My favourite podcasts last year came from a surprising collaboration between BBC Radio 4 and the British Museum.  The task they set themselves was to tell the story of human civilisation using 100 objects from the Museum’s collection.  Given the visual and tactile nature of, well, objects, it was a brave and clever choice to tell this history on radio, demanding that listeners use their imaginations (or their internet connections) to participate in the examination of the objects and their significance.

This book is the transcript of those radio shows, which you may also have heard on Radio New Zealand National on Sunday afternoons in 2011.  Here they are accompanied by gorgeous colour photographs of the objects.

History is written by the victors, especially if they are the only ones who can write.  As Museum director and author MacGregor writes, most of the world, for most of history, has been illiterate, so a history told from written sources can never hope to tell everyone’s stories.  Societies without texts can, however, tell their stories across the centuries through the objects they created.

What kind of objects?  A two million-year-old stone chopping tool used by our African ancestors; a saucy sculpture of a couple entwined, made nine thousand years ago; a relief revealing that the Mayan queen underwent a torturous sacrificial act (there are tongues, thorns and blood involved) to ensure her husband’s success.  MacGregor writes: ‘Sado-masochism, on the whole, receives a bad press.’

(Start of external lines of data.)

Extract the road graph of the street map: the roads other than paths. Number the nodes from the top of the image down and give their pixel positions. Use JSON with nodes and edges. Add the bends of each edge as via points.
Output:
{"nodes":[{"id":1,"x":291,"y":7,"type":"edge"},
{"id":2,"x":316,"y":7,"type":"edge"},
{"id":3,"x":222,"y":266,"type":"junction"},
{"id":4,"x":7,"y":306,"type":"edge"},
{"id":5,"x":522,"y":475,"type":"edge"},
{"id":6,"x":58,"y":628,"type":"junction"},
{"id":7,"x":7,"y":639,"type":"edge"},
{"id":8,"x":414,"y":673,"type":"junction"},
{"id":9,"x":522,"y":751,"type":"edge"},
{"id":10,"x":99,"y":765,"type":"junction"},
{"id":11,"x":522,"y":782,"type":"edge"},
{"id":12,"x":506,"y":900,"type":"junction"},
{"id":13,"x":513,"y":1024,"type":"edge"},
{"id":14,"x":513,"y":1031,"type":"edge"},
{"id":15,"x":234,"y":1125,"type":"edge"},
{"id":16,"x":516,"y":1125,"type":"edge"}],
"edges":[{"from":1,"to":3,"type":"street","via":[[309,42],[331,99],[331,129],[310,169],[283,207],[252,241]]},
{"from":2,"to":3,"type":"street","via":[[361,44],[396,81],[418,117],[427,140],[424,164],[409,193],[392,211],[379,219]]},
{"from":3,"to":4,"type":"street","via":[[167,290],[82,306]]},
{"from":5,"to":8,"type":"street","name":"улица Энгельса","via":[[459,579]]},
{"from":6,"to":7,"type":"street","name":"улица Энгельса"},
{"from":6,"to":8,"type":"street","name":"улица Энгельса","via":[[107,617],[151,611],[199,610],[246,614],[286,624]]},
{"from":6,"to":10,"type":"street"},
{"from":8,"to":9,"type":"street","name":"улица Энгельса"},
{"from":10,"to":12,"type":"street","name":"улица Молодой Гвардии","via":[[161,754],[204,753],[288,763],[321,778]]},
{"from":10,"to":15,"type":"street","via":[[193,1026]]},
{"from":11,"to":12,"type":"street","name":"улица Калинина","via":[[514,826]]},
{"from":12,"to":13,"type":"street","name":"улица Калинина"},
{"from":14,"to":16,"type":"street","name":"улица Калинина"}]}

The objects were chosen to tell lots of stories at once.  The Rosetta Stone is primarily significant because its message is written in three languages, helping archaeologists to break the code of hieroglyphics.  But since Great Britain and Napoleon’s France fought over possession of it, in MacGregor’s hands it also tells a story of European war and politics in another age.  All the Objects have this kind of kaleidoscopic significance, so a little way through the book, you can see the possibility of circumnavigating the globe, in time and space, in just 100 pieces of stuff.

Extra for Experts

Most of us know the optimistic agony of watching a movie adaptation of a book we love.  The 100 Objects have made rather a smoother transition to print, of course, since the radio programmes are essentially transcribed, and now come with the bonus of pictures.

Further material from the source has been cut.